Brittany is an NYC-based playwright with roots in Richmond, VA, and graduate of Juilliard’s Lila Acheson Wallace American Playwrights Program. Her play How to Bruise Gracefully won the 2021 Kennedy Center Lorraine Hansberry Award and was recognized by the Rosa Parks Award and Paula Vogel Award. Her play Your Regularly Scheduled Programming was a 2022 O’Neill NPC selection and recognized by the Kennedy Center Mark Twain Award. She was a 2018-20 Pipeline New Works Playwriting Fellow, and her work has been featured at and developed with the Kennedy Center American College Theatre Festival, National Black Theatre, Great Plains Theatre Conference, the Alliance Theatre’s Kendeda Graduate Playwriting Competition, Cadence Theatre Company and Virginia Repertory Theatre. She received her B.A. from James Madison University.

PRODUCING ORGANIZATIONS

About Classical Theatre of Harlem

Our mission is to maintain a professional theatre company dedicated to returning the classics to the stages of Harlem; to create employment and educational outreach opportunities in the theatre arts; to create and nurture a new, young, and culturally diverse audience for the classics; and to heighten the awareness of theatre and of great art in Harlem.

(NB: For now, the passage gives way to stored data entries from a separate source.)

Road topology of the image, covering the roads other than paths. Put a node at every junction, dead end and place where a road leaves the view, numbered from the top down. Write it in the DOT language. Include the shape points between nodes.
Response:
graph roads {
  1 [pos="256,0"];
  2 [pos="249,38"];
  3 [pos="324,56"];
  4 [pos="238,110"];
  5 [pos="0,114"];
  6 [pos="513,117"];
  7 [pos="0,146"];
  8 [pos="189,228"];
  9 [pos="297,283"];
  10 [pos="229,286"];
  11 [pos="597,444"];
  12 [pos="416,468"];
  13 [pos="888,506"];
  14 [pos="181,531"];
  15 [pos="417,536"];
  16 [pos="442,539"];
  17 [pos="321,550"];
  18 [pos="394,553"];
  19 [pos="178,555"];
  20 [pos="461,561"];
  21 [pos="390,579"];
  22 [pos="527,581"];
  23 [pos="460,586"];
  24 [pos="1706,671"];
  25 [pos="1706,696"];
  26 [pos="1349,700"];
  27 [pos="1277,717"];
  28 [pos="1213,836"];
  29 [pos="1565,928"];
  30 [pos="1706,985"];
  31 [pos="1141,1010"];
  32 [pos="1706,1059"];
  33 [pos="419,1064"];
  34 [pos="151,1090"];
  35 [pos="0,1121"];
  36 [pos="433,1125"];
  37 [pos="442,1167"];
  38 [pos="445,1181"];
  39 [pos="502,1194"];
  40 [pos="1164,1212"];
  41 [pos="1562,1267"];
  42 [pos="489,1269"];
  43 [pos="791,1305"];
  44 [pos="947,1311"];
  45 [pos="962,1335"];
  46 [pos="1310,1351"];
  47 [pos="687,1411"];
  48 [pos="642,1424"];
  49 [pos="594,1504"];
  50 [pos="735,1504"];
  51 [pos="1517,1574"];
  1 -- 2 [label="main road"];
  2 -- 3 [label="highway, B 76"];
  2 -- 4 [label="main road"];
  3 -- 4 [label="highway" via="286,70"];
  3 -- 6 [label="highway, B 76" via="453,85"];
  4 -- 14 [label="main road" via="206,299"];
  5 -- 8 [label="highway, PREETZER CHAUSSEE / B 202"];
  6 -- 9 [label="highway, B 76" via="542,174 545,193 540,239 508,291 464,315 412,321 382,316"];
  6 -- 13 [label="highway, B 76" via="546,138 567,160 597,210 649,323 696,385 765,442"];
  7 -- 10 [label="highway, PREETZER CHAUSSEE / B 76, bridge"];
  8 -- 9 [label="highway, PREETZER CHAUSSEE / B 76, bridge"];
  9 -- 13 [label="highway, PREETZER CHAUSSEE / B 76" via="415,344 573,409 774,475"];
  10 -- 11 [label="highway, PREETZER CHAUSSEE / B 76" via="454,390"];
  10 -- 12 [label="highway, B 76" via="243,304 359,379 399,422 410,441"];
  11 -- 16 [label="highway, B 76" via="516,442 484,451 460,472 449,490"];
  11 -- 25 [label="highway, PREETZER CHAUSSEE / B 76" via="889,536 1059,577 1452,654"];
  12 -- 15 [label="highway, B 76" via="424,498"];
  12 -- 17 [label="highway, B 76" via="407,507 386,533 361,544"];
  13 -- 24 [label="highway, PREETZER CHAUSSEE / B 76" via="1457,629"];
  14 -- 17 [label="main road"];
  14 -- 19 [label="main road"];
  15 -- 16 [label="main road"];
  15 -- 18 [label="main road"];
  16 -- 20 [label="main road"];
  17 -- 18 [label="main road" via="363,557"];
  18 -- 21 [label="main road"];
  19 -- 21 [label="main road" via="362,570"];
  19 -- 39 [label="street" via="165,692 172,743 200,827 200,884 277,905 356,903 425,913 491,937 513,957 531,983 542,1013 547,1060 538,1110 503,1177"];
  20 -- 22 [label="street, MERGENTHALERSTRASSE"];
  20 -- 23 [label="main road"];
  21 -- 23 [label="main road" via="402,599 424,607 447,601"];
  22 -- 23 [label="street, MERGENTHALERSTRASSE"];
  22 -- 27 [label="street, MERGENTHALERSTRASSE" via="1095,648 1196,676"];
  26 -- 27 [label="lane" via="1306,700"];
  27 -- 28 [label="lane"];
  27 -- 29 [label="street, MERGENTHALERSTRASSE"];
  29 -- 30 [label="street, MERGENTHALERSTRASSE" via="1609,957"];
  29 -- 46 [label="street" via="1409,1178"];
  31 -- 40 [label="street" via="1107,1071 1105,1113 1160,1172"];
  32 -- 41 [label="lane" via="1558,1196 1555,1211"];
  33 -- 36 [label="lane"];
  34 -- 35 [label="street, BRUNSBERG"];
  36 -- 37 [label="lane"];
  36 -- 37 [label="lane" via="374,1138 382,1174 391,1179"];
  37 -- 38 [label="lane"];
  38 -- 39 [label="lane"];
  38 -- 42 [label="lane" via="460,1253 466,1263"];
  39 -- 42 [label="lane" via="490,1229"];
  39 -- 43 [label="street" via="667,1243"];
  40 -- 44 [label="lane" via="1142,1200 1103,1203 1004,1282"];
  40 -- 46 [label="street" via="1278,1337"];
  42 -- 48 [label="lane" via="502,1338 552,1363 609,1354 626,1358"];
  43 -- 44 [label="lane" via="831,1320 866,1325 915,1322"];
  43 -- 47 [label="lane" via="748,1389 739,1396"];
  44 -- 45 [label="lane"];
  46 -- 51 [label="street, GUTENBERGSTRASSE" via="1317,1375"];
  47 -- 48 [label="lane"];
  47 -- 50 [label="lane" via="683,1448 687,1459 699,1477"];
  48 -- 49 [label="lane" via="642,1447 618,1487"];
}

About the Center for Justice

The Center for Justice is committed to ending mass incarceration and criminalization, and advancing alternative approaches to justice and safety through education, research, and policy change. Its mission is to help transform approaches to justice from being driven by punishment and retribution to being centered on prevention, healing and accountability. The Center is interdisciplinary and works in partnership with schools, departments, centers and institutes across Columbia, other universities, government agencies, community organizations, advocates and those directly affected by the criminal justice system

About V-Day

V-Day is a global activist movement to end violence against all women (cisgender, transgender, and those who hold fluid identities that are subject to gender-based violence), girls and the Earth. V-Day believes that when art and activism come together, they have the power to transform systems and change culture. Founded by V (formerly Eve Ensler), activist and author of the The Vagina Monologues, V-Day has inspired women all over the world and raised collective consciousness about how violence and gender intersect. V-Day is a movement and an example of how the power of art can be used as a liberating tool for transformational holistic education and social justice.